Male racket-tipped thorntails are 10 to 12 cm long and females about 8 to 10 cm. They weigh about 3 to 3.7 g. Both sexes have a short, straight, black bill. Males have an iridescent green crown and mostly bronzy green upperparts with a buffy white band across their rump. Their tail is long and mostly purplish; the outer pair of feathers are much longer and end in a wide blackish "racket". Their throat is iridescent emerald green, their lower breast golden-coppery, and their belly whitish. Females also have a green crown though it is not iridescent. Their upperparts are like the male's. Their tail is moderately long and slightly forked; the feathers are gray with a dark purple bar near the end and white tips on the outer feathers. Their throat is black with narrow white sides, their breast green, and their belly buffy white.

Martin Johnson Heade depicted two coquettes in his painting Two Green-Breasted Hummingbirds (c. 1863), as part of his "Gems of Brazil".

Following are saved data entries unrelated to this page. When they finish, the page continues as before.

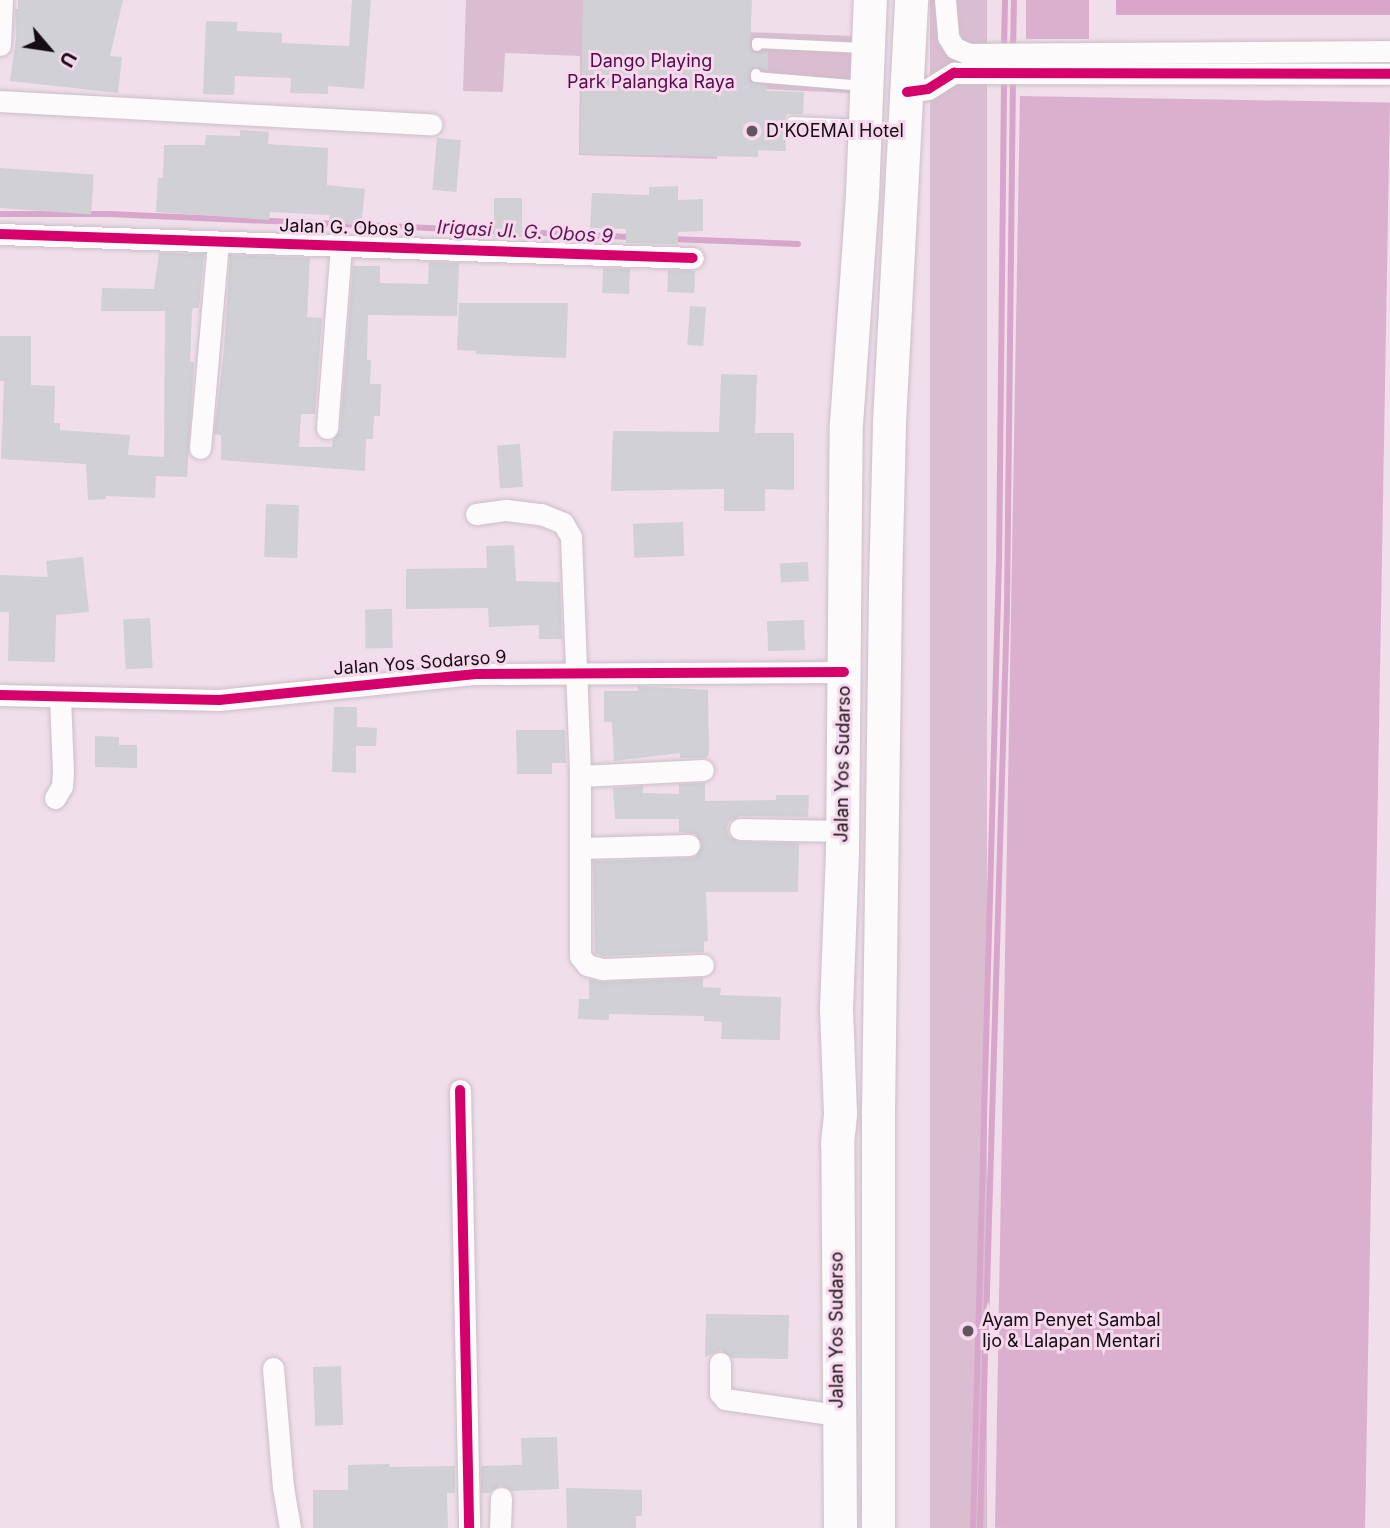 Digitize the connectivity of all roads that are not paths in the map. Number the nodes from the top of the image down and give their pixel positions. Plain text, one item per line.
1 (2, 0) edge
2 (870, 0) edge
3 (911, 0) edge
4 (945, 0) edge
5 (0, 45) edge
6 (757, 47) dead end
7 (868, 48) junction
8 (1390, 51) edge
9 (756, 74) dead end
10 (1390, 74) edge
11 (866, 86) junction
12 (907, 92) junction
13 (0, 101) edge
14 (792, 122) dead end
15 (431, 124) dead end
16 (865, 125) junction
17 (0, 234) edge
18 (218, 242) junction
19 (341, 245) junction
20 (693, 258) dead end
21 (327, 428) dead end
22 (200, 448) dead end
23 (476, 514) dead end
24 (844, 672) junction
25 (575, 674) junction
26 (0, 695) edge
27 (60, 698) junction
28 (703, 770) dead end
29 (580, 776) junction
30 (55, 798) dead end
31 (740, 829) dead end
32 (842, 831) junction
33 (689, 845) dead end
34 (581, 848) junction
35 (703, 965) dead end
36 (460, 1090) dead end
37 (840, 1112) junction
38 (878, 1112) junction
39 (720, 1363) dead end
40 (272, 1368) dead end
41 (838, 1416) junction
42 (500, 1498) dead end
43 (290, 1528) edge
44 (469, 1528) edge
45 (500, 1528) edge
46 (840, 1528) edge
47 (878, 1528) edge

1 - 5 street
2 - 7 main road, Jalan Yos Sudarso
3 - 12 main road
4 - 8 street
6 - 7 lane
7 - 11 main road, Jalan Yos Sudarso
9 - 11 lane
10 - 12 street
11 - 16 main road, Jalan Yos Sudarso
12 - 38 main road
13 - 15 street
14 - 16 lane
16 - 24 main road, Jalan Yos Sudarso
17 - 18 street, Jalan G. Obos 9
18 - 19 street, Jalan G. Obos 9
18 - 22 street
19 - 20 street, Jalan G. Obos 9
19 - 21 street
23 - 25 street
24 - 25 street, Jalan Yos Sodarso 9
24 - 32 main road, Jalan Yos Sudarso
25 - 27 street, Jalan Yos Sodarso 9
25 - 29 street
26 - 27 street, Jalan Yos Sodarso 9
27 - 30 street
28 - 29 street
29 - 34 street
31 - 32 street
32 - 37 main road, Jalan Yos Sudarso
33 - 34 street
34 - 35 street
36 - 44 street
37 - 38 main road
37 - 41 main road, Jalan Yos Sudarso
38 - 47 main road
39 - 41 street
40 - 43 street
41 - 46 main road, Jalan Yos Sudarso
42 - 45 street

==Distribution and habitat==

The racket-tipped thorntail has a disjunct distribution with two populations. The larger range is from southeastern Colombia and western Amazonas state in Brazil east through southern and eastern Venezuela, northern Brazil, and the Guianas to the Atlantic in Brazil's Amapá state. The other is near the coast of northeastern Brazil from Rio Grande do Norte south to Rio de Janeiro state. The species inhabits humid forest, typically along rivers, and also scrubby savannah. In Colombia its habitat is mostly on sandy soils. In most areas it occurs below about 200 to 250 m though there are Venezuelan records higher in Sierra de Lema and at about 910 m in the Gran Sabana.

==Behavior==
===Movement===

The racket-tipped thorntail is generally a year-round resident throughout its range though is only known seasonally in parts of Venezuela. Its flight is "slow, weaving, and beelike."

===Feeding===

The racket-tipped thorntail feeds in the forest canopy, taking nectar from a variety of flowering trees both native and introduced. It also gleans small arthropods from foliage and spider webs. It is often chased by larger hummingbirds when it sneaks in to feed in their territories.

===Breeding===

The racket-tipped thorntail's breeding season has not been defined. The female makes a cup nest of soft plant material lined with seed down and other plant fibers. It places it on a horizontal branch between about 3 and 6 m above the ground. The clutch size is two eggs. The incubation period is 13 to 14 days and fledging occurs 20 to 22 days after hatch. The female alone incubates the clutch and cares for nestlings.

===Vocalization===

As of August 2024 the Cornell Lab of Ornithology's Macaulay Library had no recordings of racket-tipped thorntail vocalization. Xeno-canto had only six.

==Status==

The IUCN has assessed the racket-tipped thorntail as being of Least Concern. It has a large range; its population size is not known and is believed to be decreasing. No immediate threats have been identified. It is considered rare in most of its range and rare to uncommon in Venezuela. It is "[a]ffected by extensive deforestation in many parts of range, most of which is unprotected" though it does include some protected areas. It "[d]oes not adapt to man-modified habitats".